Dans le centre-ville de la "capitale" calédonienne, la vie semble reprendre jeudi, ont constaté des journalistes de l'AFP, au moment où Emmanuel Macron est arrivé à Nouméa pour amorcer "le plus vite possible" un retour à "la paix, au calme, à la sécurité" sur l'archipel.
Les violences qui secouent le territoire français du Pacifique sud, entre émeutes et blocages, ont fait six morts dont deux gendarmes.
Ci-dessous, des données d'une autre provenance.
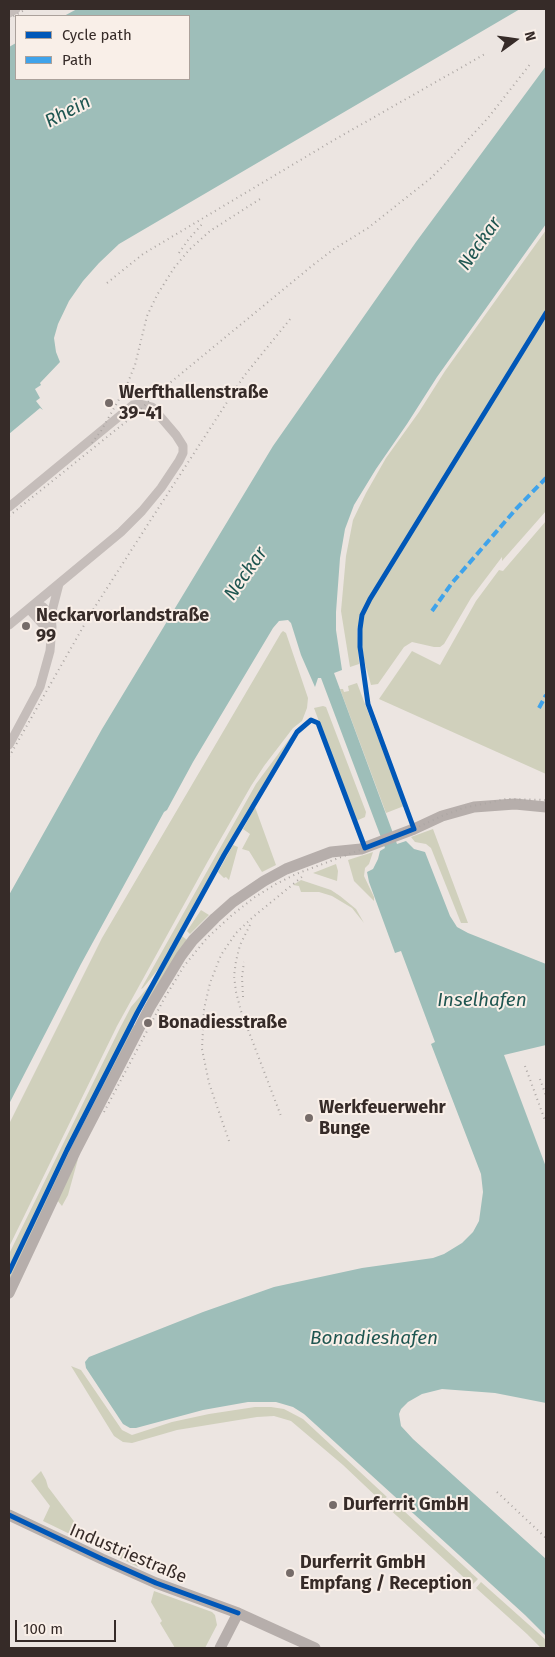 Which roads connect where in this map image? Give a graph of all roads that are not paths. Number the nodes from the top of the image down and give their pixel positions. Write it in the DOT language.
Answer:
graph roads {
  1 [pos="16,9"];
  2 [pos="9,13"];
  3 [pos="9,507"];
  4 [pos="59,584"];
  5 [pos="32,606"];
  6 [pos="51,615"];
  7 [pos="9,625"];
  8 [pos="50,637"];
  9 [pos="9,745"];
  10 [pos="546,807"];
  11 [pos="9,1293"];
  12 [pos="9,1514"];
  13 [pos="238,1613"];
  14 [pos="220,1648"];
  15 [pos="315,1648"];
  1 -- 2 [label="street"];
  3 -- 4 [label="street"];
  4 -- 5 [label="street"];
  4 -- 6 [label="street"];
  5 -- 6 [label="street"];
  5 -- 7 [label="street"];
  5 -- 8 [label="street"];
  6 -- 8 [label="street"];
  8 -- 9 [label="street"];
  10 -- 11 [label="street"];
  12 -- 13 [label="street, Industriestraße"];
  13 -- 14 [label="street"];
  13 -- 15 [label="street, Industriestraße"];
} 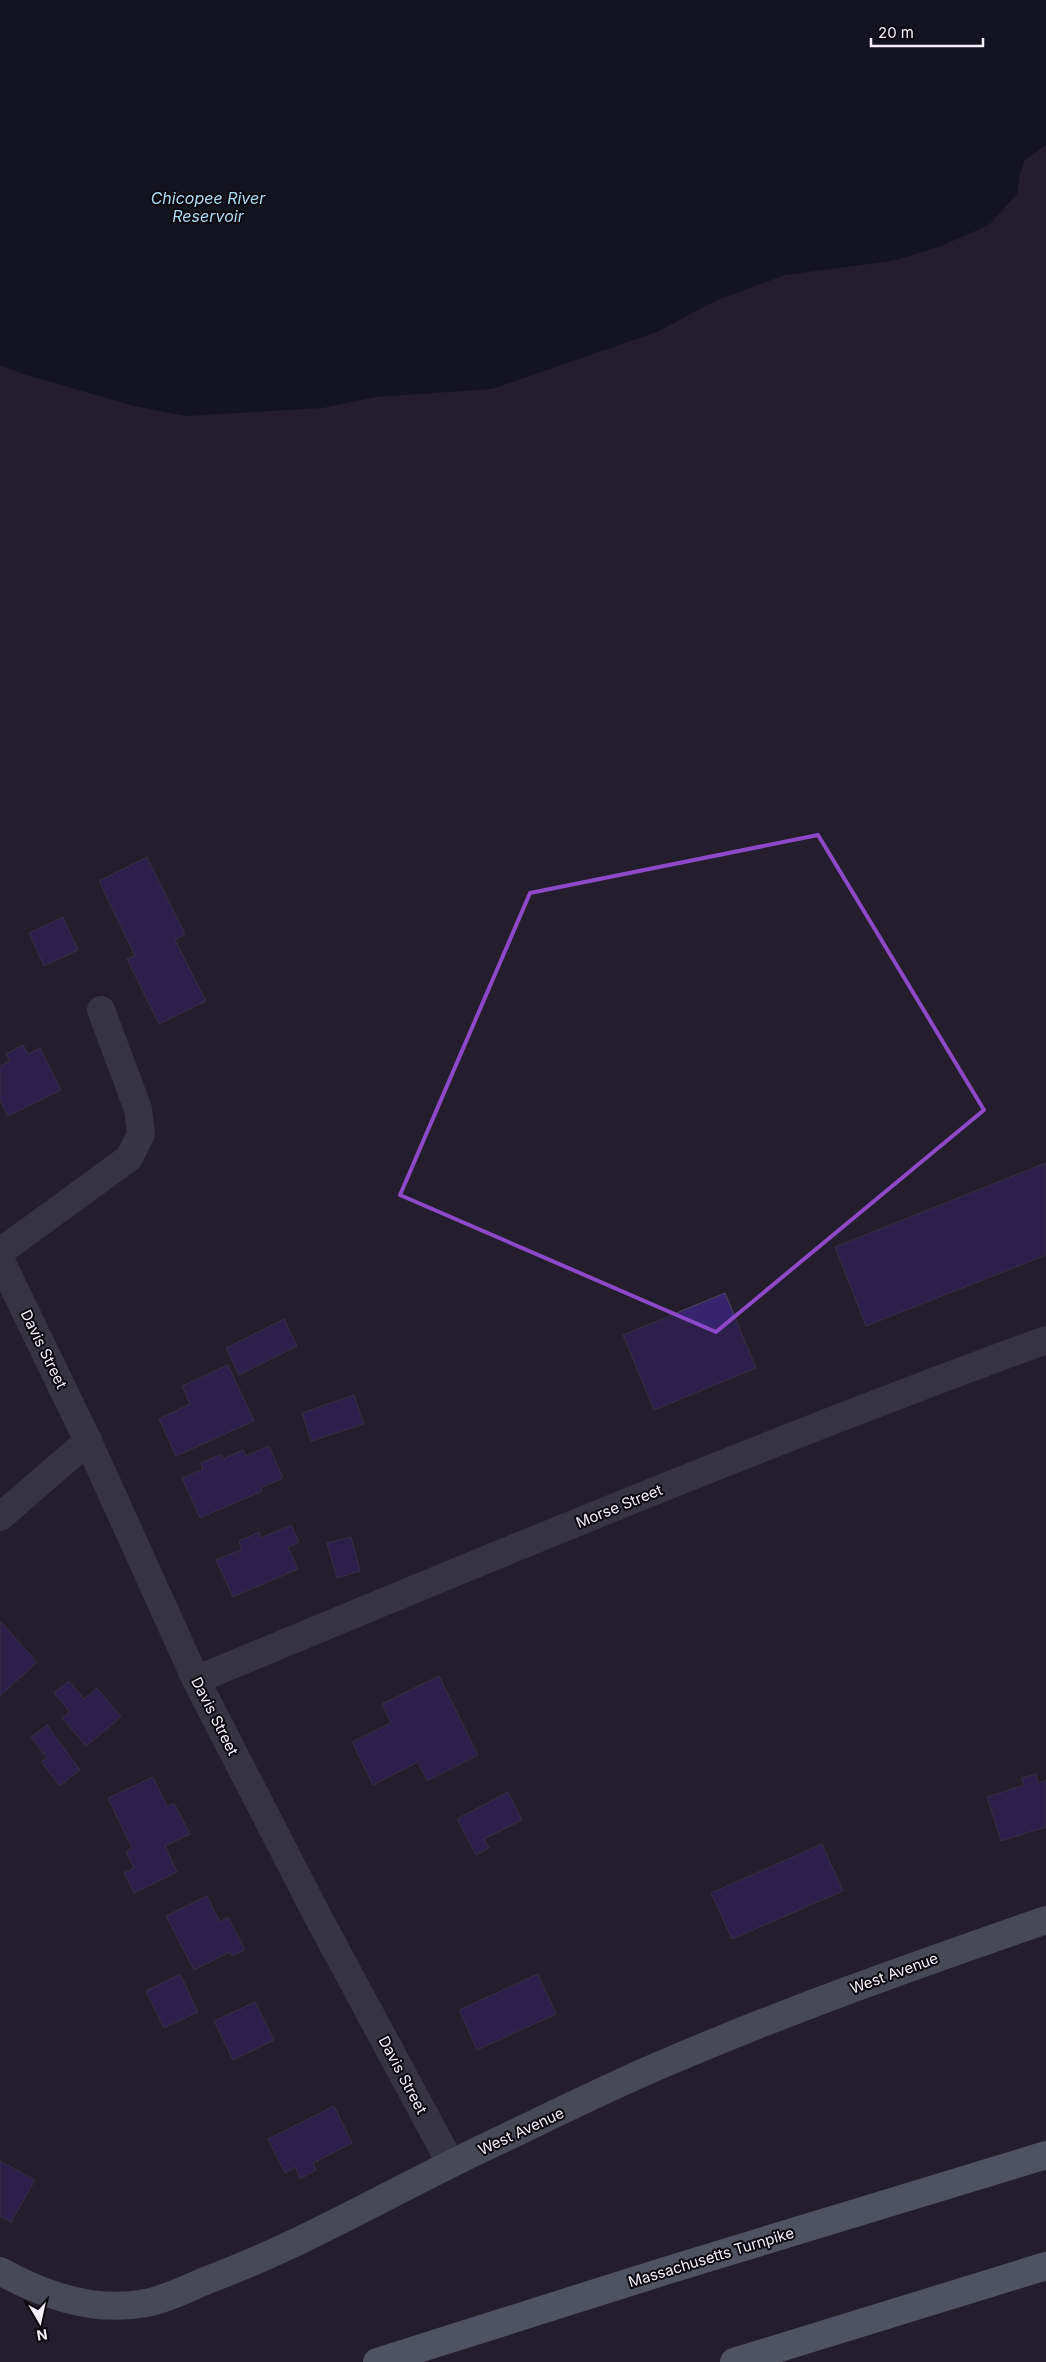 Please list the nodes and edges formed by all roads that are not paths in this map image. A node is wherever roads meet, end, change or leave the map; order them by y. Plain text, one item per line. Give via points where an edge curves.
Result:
1 (101, 1010) dead end
2 (0, 1252) edge
3 (0, 1258) edge
4 (1046, 1340) edge
5 (88, 1441) junction
6 (0, 1517) edge
7 (196, 1680) junction
8 (1046, 1920) edge
9 (1046, 2155) edge
10 (451, 2164) junction
11 (1046, 2266) edge
12 (0, 2271) edge
13 (377, 2362) edge
14 (734, 2362) edge

1 - 2 street via 138,1109 141,1134 129,1158
3 - 5 street, Davis Street
4 - 7 street, Morse Street via 822,1425
5 - 6 street
5 - 7 street, Davis Street
7 - 10 street, Davis Street
8 - 10 main road, West Avenue via 900,1970 773,2019 642,2074
9 - 13 highway, Massachusetts Turnpike
10 - 12 main road, West Avenue via 263,2259 148,2303 118,2306 83,2304 28,2287
11 - 14 highway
En cause, le dégel du corps électoral local par une réforme constitutionnelle, rejetée par le camp indépendantiste.
Jeudi, une circulation importante de véhicules a repris, là où les matinées précédentes les rues étaient largement abandonnées aux stigmates des nuits de violences, alors que l'état d'urgence reste en vigueur, tout comme le couvre-feu nocturne.
Des camions de livraison sillonnent à nouveau Nouméa et de nombreux magasins ont rouvert leurs portes, même si d'importantes files d'attente s'allongent devant certains commerces, en particulier les boulangeries, dans un centre-ville quadrillé par une présence massive des forces de l'ordre.
Plus au sud dans la capitale, des enfants jouent sur des balançoires, accompagnés de leurs parents, pendant que d'autres profitent de cette accalmie pour faire du vélo. Des scènes rarissimes depuis une semaine et la fermeture des écoles sur tout l'archipel.
- "Que la lutte continue" -
Dans le quartier populaire de Montravel, majoritairement peuplé par les communautés kanak et océanienne, le calme règne en fin de matinée jeudi, alors que les forces de l'ordre en occupent le rond-point.
Les barrages, tenus la veille par des militants indépendantistes, ont été retirés. Restent des carcasses de voitures encore fumantes.
"Si Macron retire sa loi", une réforme constitutionnelle qui a mis le feu aux poudre sur l'archipel, "tout reviendra calme durablement", observe un trentenaire originaire de l'île d'Ouvéa, qui a refusé de décliner son identité.
Nombre d'habitants, notamment les plus jeunes, estiment que les partis politiques traditionnels, y compris indépendantistes, se sont disqualifiés et disent ne plus croire qu'en la CCAT, le collectif qui organise la contestation depuis six mois.
La nuit de mercredi à jeudi "a été calme", s'est pour sa part félicité le représentant de l'Etat français sur le territoire ultramarin, le Haut-commissaire de la République Louis Le Franc, affirmant à l'AFP qu'il n'y avait "pas eu de dégâts supplémentaires".
Signe que ce calme reste très précaire, des groupes de jeunes circulent le visage masqué, dans les rues de Montravel, avec en main des lance-pierres faits de bric et de broc.
Dans le même quartier, l'usine de l'entreprise Le Froid a été ravagée par les flammes. A l'intérieur, des murs tagués: "Que la lutte continue", ou encore "Kanaky", le nom donné à l'archipel par les partisans de l'indépendance.
La situation est encore plus tendue dans d'autres points de l'agglomération: sur la route qui relie Dumbéa, au nord, à Nouméa, de nombreux barrages filtrants et des carcasses de voitures incendiées continuent de hacher la circulation.
Sur certains, des drapeaux noirs ont été hissés en signe de deuil. Mais si le calme est provisoirement revenu, l'avenir de la réforme constitutionnelle reste dans toutes les têtes.
"Le texte pour nous, il n'existe plus puisqu'il y a des morts, ce n'est même plus un sujet de discussion", explique Lélé, une mère de famille indépendantiste de 41 ans qui dénonce le "passage en force" d'Emmanuel Macron mais assure qu'il "ne pourra pas faire passer ce texte contre notre sang".
Dans le Grand Nouméa, certains barrages se sont même renforcés dans la nuit. Les indépendantistes y ont hissé leurs drapeaux et tendu des banderoles. L'une d'elle: "Non au dégel".